Souvent, les espaces dits marginaux (ou pour mieux typer, « semi professionnels ») témoignent d'un désir de découverte et dans le même temps d'un sérieux dans la sélection qui font parfois défaut à l'édition dite officielle — et dans le domaine SF aux directeurs de collection et anthologistes en place. Il devient bateau de rappeler le succès et la valeur toujours non démentis de la série de Milesi et Stephan, Mouvance. D'un autre côté, on a vu bâtir tant de nouveaux supports en SF, qui n'ont souvent tenu qu'une saison, que la crainte accompagne toujours une nouvelle parution.
Gouanvic et Nicot se placent d'emblée avec Espaces Imaginaires dans le champ de l'anthologie originale déjà diablement défriché, avec cette particularité de s'installer de part et d'autre de l'Atlantique, et de s'ouvrir à toute la francophonie. Il n'est en effet pas inutile de rassembler les forces vives de la SF qui s'écrit en français, face au déferlement de produits US prédigérés et aux hésitations de certains à publier des auteurs francophones.
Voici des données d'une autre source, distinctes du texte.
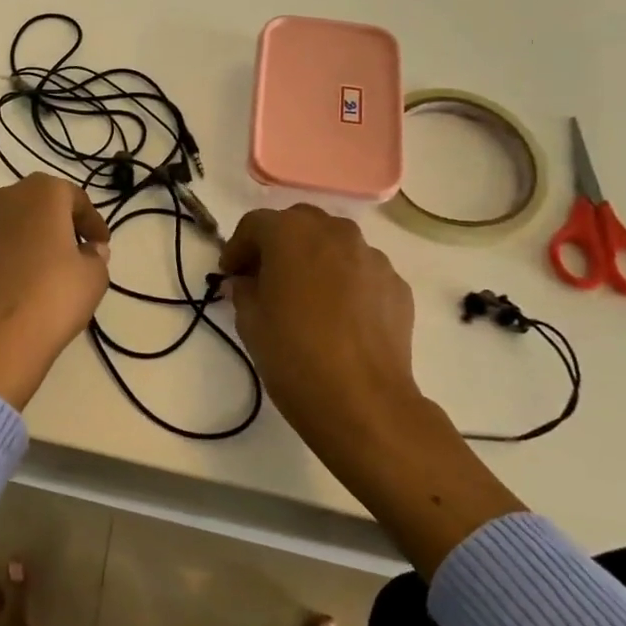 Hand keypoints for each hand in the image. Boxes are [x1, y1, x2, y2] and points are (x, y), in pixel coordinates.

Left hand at [0, 174, 111, 409]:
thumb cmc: (50, 300)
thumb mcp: (93, 278)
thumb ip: (96, 256)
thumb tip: (88, 250)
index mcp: (40, 194)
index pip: (73, 197)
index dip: (92, 221)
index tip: (101, 244)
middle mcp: (2, 199)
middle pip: (38, 204)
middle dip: (58, 224)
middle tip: (75, 252)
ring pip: (10, 224)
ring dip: (29, 240)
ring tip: (44, 272)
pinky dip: (6, 259)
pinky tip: (15, 287)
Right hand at [219, 205, 524, 577]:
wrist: (363, 401)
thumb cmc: (293, 354)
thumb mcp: (250, 320)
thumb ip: (243, 290)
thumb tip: (245, 282)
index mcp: (291, 233)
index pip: (255, 225)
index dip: (237, 248)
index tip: (229, 274)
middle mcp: (334, 233)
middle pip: (299, 224)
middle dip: (278, 244)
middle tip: (265, 277)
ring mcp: (371, 257)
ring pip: (334, 244)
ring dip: (314, 259)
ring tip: (305, 296)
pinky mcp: (396, 285)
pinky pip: (361, 271)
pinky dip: (344, 282)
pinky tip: (338, 316) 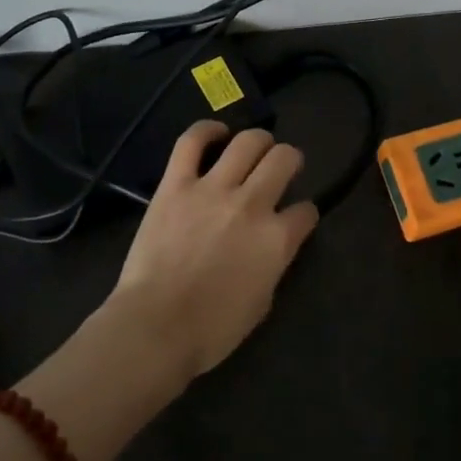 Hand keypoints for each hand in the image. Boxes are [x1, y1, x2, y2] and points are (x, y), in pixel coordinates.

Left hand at [106, 121, 319, 381]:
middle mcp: (253, 204)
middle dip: (290, 160)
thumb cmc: (211, 329)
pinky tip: (216, 133)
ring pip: (248, 142)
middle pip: (284, 159)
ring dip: (259, 141)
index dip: (304, 213)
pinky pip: (192, 142)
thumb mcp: (262, 302)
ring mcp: (213, 189)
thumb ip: (273, 264)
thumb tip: (272, 247)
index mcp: (277, 239)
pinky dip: (207, 131)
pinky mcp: (176, 184)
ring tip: (255, 148)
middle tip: (281, 167)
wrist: (155, 327)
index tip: (296, 218)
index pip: (306, 211) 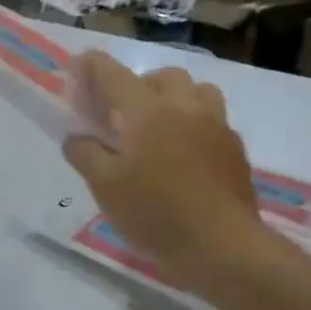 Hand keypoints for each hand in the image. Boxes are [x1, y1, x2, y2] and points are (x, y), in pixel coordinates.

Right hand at [62, 53, 266, 291]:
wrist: (220, 245)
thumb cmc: (155, 212)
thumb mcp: (105, 187)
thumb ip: (85, 154)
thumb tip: (75, 137)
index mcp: (147, 111)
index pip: (113, 74)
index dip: (92, 65)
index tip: (79, 64)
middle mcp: (184, 107)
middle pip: (162, 76)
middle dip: (139, 83)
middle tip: (124, 112)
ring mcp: (216, 125)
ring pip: (197, 90)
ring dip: (175, 97)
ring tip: (161, 125)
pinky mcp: (235, 148)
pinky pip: (214, 119)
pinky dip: (196, 123)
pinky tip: (186, 153) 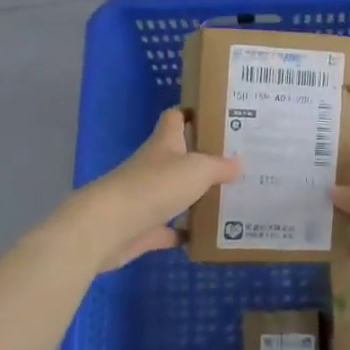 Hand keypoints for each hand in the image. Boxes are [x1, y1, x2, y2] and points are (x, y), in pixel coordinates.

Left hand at [74, 107, 239, 272]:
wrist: (110, 226)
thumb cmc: (155, 185)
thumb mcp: (198, 169)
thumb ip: (220, 166)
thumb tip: (239, 163)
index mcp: (164, 143)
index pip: (175, 118)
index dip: (192, 113)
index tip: (216, 117)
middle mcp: (154, 166)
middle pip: (179, 157)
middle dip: (204, 159)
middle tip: (237, 164)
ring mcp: (147, 198)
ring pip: (176, 194)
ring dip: (197, 197)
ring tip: (230, 199)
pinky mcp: (144, 228)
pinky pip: (170, 229)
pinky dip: (186, 232)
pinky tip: (208, 236) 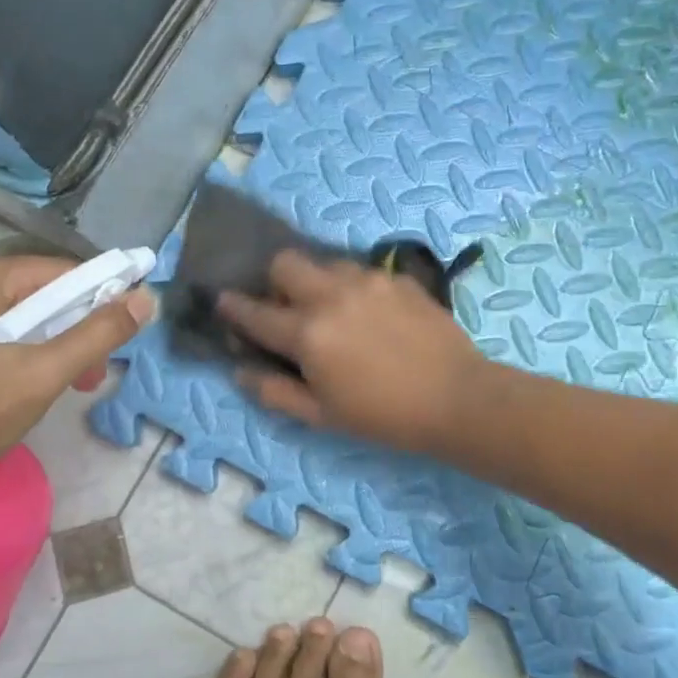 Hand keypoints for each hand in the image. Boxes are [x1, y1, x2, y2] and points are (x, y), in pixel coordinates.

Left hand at [0, 255, 155, 492]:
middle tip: (93, 375)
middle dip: (77, 330)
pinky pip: (0, 329)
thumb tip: (146, 299)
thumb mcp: (45, 373)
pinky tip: (34, 382)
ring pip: (23, 314)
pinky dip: (27, 350)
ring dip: (55, 344)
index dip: (101, 299)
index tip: (121, 338)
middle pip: (42, 292)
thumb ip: (99, 334)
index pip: (62, 272)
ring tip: (70, 384)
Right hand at [217, 249, 488, 453]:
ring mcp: (368, 281)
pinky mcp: (398, 278)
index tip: (222, 301)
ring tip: (332, 310)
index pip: (255, 313)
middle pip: (285, 263)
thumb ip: (275, 391)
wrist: (456, 398)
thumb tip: (240, 371)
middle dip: (275, 281)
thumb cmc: (383, 416)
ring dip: (316, 282)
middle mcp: (331, 295)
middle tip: (287, 308)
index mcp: (307, 333)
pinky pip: (361, 271)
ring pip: (324, 262)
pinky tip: (369, 314)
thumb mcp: (322, 415)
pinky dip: (352, 287)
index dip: (232, 307) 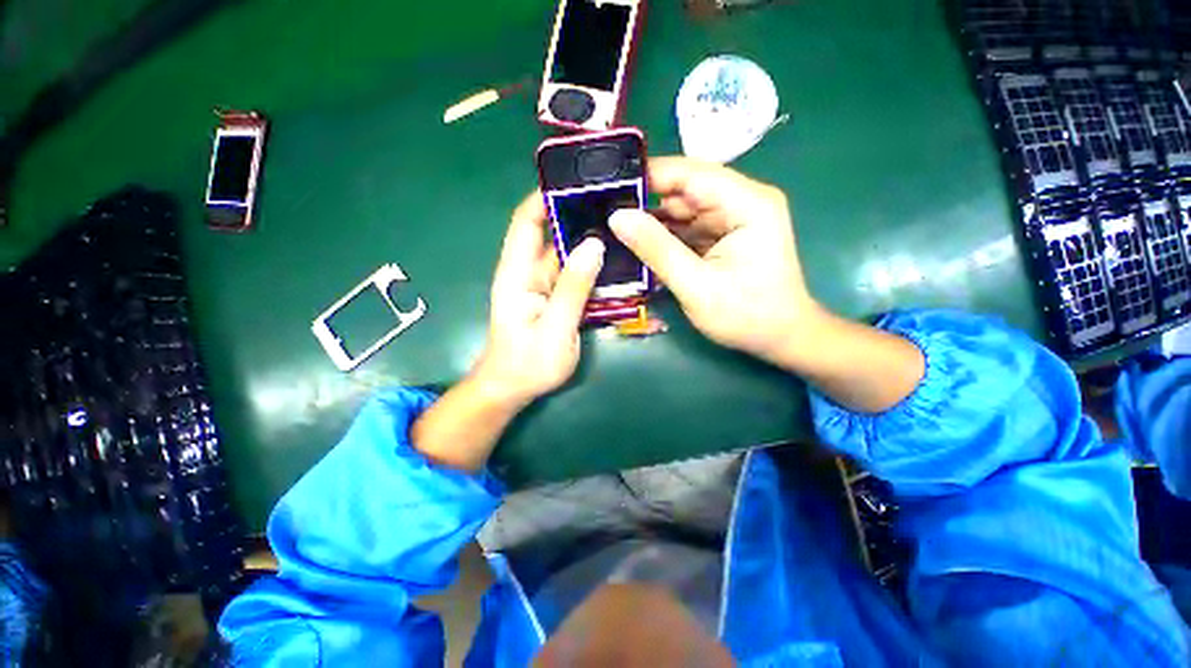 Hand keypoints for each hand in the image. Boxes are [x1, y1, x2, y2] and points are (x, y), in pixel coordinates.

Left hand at [473, 192, 604, 405]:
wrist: (513, 388)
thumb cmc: (528, 363)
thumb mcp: (555, 327)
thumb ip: (573, 287)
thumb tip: (595, 244)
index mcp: (517, 273)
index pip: (526, 222)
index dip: (546, 197)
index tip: (578, 182)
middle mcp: (528, 271)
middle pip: (552, 233)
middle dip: (579, 215)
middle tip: (615, 203)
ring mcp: (543, 284)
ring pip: (567, 253)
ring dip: (590, 241)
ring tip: (623, 227)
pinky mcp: (554, 296)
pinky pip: (574, 273)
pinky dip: (592, 265)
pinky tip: (616, 261)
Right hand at [609, 157, 820, 365]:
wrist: (780, 339)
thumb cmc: (746, 316)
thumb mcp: (696, 286)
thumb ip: (657, 249)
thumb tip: (617, 217)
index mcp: (746, 203)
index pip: (690, 173)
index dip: (648, 176)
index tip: (609, 188)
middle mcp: (741, 201)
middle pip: (684, 190)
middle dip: (646, 202)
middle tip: (605, 214)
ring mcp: (732, 218)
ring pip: (682, 210)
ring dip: (652, 222)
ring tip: (615, 231)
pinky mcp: (723, 236)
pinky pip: (687, 228)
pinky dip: (664, 238)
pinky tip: (640, 246)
L'expérience demande évidemment à se poursuivre et s'affirmer, mais c'est le cas de toute série qui débute. On peut dire déjà que de toute évidence, les exigences des anthologistes ont été placées haut. Si tout n'est pas ici de valeur identique, qui pourrait jamais prétendre y parvenir ? Dès l'ouverture. Agnès Guitard nous propose une création originale et forte avec Coineraine, réflexion de « hard-écologie » sur les rapports d'un être avec son sol, au sens propre. Texte superbe que l'on ne peut rapprocher que de réussites telles que Your haploid heart de Tiptree (Votre cœur haploïde, dans Univers 06) et La Créode de Joëlle Wintrebert (dans Univers 17). Tiens, trois femmes, comme c'est bizarre.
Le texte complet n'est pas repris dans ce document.